TECHNICAL FIELD
[0001] The present invention relates to method and devices for classifying activity of a
user, especially using sound information.
BACKGROUND
[0002] With the rapid development of the mobile terminals such as mobile phones, more and
more functionalities are incorporated inside the terminal. One feature is to detect
motion of the terminal and thereby the motion and activity of the user.
[0003] Activity recognition, i.e. classifying how a user is moving, e.g. sitting, running,
walking, riding a car etc., is currently done mainly using accelerometer sensors and
in some cases location sensors or video. Activity recognition in handsets is a problem
since it may consume a lot of power and also has limited accuracy. This invention
tries to solve this by using body microphones to capture sound of vibrations transported
through the user's body to improve accuracy and/or reduce power consumption. It improves
accuracy compared to using only accelerometer or microphones recording external (non-body)
sounds.
SUMMARY
[0004] The present invention provides a solution to aforementioned problem by using body
attached microphones to capture sound of vibrations transported through the user's
body to improve accuracy and/or reduce power consumption.

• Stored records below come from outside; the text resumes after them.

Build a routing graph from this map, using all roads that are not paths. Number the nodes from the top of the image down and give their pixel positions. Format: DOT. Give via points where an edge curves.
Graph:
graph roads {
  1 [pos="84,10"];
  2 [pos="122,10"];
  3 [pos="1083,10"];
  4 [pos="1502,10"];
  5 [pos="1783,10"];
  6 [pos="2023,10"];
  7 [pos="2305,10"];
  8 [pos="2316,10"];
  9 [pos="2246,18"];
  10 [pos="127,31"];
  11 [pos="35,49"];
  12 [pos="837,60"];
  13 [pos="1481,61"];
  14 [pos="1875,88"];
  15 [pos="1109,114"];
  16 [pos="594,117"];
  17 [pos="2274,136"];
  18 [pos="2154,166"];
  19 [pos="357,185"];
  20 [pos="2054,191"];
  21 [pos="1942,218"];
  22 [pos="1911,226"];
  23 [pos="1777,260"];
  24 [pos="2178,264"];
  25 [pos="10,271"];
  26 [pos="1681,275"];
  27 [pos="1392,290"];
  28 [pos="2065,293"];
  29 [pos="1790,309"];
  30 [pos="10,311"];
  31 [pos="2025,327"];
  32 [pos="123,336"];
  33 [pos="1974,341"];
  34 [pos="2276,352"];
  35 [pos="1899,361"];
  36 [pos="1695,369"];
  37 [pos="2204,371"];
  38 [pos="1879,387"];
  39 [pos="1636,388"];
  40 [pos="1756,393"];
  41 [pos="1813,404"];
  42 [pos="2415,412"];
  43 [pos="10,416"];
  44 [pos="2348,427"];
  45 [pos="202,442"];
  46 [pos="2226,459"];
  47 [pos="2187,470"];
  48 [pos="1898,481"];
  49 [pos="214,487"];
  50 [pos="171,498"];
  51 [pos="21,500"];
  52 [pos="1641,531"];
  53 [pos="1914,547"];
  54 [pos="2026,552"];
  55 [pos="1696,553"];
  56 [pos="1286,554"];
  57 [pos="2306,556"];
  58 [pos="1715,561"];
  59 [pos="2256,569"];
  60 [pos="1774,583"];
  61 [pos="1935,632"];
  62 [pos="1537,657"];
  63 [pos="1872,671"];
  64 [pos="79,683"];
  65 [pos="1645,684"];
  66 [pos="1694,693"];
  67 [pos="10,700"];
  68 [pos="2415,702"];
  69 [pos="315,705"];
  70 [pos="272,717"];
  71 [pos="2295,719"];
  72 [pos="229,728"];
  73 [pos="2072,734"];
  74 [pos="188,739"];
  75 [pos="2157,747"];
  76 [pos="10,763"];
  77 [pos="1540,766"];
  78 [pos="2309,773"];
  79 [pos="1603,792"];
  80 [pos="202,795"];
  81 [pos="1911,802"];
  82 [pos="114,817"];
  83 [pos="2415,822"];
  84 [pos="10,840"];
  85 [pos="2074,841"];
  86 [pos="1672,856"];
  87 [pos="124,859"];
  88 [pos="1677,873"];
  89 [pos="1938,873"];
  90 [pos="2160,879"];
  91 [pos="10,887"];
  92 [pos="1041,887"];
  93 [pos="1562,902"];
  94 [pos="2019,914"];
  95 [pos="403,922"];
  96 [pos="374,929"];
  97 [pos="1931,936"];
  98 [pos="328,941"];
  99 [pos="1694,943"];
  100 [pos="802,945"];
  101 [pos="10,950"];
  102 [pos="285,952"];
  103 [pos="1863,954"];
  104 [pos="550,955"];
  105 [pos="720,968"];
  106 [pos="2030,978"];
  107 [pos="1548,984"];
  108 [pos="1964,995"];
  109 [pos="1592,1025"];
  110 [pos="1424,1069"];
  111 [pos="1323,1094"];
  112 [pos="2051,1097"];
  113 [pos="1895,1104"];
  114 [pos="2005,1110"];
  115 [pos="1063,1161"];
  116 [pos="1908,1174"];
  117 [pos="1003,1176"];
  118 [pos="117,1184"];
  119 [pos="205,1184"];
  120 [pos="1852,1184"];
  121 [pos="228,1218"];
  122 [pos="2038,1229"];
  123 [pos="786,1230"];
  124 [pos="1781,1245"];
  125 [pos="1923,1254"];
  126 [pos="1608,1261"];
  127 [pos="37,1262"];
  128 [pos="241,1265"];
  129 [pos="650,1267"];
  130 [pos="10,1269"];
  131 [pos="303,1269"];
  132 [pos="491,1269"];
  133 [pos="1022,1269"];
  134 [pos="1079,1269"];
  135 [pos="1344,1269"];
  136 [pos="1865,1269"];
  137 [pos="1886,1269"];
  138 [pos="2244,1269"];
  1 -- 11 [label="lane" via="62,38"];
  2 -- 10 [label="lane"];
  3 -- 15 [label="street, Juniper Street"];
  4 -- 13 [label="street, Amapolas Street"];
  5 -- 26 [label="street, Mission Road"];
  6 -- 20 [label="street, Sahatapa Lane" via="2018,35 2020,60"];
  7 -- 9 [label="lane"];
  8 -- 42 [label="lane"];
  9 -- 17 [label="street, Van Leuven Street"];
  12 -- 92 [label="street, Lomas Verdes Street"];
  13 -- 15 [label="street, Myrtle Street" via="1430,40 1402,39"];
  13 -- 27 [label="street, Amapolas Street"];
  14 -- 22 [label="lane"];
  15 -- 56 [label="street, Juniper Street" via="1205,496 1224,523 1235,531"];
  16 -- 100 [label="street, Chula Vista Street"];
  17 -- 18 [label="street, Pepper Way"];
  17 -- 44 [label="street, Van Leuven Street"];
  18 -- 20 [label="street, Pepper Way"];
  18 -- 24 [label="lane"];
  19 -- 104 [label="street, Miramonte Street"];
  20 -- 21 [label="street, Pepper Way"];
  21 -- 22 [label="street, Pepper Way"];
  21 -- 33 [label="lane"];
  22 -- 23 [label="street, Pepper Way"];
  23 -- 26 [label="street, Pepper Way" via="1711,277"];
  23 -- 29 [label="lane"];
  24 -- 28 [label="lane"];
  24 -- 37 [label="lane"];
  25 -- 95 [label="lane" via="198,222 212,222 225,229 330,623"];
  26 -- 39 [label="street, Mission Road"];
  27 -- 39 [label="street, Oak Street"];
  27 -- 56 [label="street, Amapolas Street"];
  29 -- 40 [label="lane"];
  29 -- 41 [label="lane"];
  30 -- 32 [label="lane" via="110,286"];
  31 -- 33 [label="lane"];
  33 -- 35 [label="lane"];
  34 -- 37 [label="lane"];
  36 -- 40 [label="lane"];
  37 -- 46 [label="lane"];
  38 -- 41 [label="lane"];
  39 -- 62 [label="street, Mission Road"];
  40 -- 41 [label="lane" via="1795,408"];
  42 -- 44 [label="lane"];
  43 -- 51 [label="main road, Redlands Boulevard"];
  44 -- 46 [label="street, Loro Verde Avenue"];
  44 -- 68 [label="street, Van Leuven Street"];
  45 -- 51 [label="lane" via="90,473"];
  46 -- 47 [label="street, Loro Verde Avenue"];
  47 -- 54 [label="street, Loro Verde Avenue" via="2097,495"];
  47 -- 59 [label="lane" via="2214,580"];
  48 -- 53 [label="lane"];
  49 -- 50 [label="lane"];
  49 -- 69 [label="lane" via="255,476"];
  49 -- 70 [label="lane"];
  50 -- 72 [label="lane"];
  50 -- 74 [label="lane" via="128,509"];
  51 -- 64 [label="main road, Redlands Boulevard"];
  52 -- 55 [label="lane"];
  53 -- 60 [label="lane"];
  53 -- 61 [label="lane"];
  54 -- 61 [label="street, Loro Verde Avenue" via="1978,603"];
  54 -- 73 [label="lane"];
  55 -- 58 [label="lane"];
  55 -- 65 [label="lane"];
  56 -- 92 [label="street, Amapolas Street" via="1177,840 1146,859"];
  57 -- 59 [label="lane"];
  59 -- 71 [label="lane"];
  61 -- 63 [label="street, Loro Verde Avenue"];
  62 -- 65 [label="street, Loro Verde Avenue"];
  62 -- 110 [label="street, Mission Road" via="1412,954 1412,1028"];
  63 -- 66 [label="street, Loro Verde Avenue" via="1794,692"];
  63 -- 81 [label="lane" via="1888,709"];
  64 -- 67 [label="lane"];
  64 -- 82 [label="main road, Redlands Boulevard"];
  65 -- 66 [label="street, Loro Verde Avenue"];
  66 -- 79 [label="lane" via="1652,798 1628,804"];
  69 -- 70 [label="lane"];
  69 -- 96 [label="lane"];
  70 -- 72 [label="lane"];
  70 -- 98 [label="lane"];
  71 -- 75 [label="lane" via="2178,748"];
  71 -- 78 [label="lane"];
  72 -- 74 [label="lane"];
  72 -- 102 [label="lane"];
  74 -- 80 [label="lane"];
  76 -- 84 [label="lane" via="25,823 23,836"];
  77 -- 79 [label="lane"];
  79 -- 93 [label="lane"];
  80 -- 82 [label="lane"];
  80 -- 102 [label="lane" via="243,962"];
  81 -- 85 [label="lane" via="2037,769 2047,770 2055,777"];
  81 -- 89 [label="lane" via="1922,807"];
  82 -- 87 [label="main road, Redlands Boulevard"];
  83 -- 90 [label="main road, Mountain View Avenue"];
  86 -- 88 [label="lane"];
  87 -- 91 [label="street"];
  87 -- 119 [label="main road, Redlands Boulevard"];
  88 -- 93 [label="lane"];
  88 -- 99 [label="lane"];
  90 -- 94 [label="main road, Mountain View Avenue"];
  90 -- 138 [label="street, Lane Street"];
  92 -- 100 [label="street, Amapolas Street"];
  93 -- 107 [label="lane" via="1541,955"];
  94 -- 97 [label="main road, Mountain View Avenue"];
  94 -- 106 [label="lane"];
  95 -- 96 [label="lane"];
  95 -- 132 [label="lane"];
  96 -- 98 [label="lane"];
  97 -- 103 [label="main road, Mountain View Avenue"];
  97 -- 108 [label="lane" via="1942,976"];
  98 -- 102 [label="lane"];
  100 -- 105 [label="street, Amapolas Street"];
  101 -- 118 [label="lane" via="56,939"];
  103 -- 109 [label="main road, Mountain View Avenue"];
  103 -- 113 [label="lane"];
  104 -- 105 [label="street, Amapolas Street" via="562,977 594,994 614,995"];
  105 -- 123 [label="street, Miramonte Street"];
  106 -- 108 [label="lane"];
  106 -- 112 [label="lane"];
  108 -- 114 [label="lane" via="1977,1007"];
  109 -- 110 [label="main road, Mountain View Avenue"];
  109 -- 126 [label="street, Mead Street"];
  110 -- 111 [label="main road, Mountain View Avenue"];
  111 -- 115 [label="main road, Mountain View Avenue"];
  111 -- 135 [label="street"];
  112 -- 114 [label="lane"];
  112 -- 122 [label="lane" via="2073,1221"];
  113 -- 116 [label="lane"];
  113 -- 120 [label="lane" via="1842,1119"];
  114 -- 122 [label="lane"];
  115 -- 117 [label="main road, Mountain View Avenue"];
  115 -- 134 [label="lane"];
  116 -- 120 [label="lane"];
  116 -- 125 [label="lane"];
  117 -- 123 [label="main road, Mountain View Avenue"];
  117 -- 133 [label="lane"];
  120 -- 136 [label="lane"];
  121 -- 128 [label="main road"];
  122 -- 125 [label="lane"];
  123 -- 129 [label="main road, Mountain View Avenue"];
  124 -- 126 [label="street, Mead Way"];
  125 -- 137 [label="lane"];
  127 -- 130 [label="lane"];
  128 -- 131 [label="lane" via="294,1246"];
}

[0005] Thus, the invention relates to a method for classifying an activity of an object,
the method comprising: receiving a sound signal from a sensor, determining type of
sound based on the sound signal, and determining the activity based on the type of
sound. The sound data corresponds to vibrations from the object. According to one
embodiment the sound receiver is a microphone attached to a person and facing skin
of the person. The sensor further comprises a motion detector. The method further
comprises comparing the sound signal with a number of sound signals stored in a memory,
which includes a plurality of sound types and a plurality of attributes associated
with each sound type. Each attribute comprises a predefined value and each sound type
is associated with each attribute. Each sound type is associated with each attribute
in accordance with Bayesian's rule, such that a conditional probability of each sound
type is defined for an occurrence of each attribute. The attributes may consist of
one or several of: histogram features, linear predictive coding, cepstral coefficients,
short-time Fourier transform, timbre, zero-crossing rate, short-time energy, root-mean-square
energy, high/low feature value ratio, spectrum centroid, spectrum spread, or spectral
roll-off frequency.
[0006] The invention also relates to a device for classifying an activity of a person, the
device comprising: a receiver for receiving a sound signal from a sensor, and a controller,
characterised in that the controller is configured to process the sound signal and determine type of sound
based on the sound signal, and determine the activity based on the type of sound.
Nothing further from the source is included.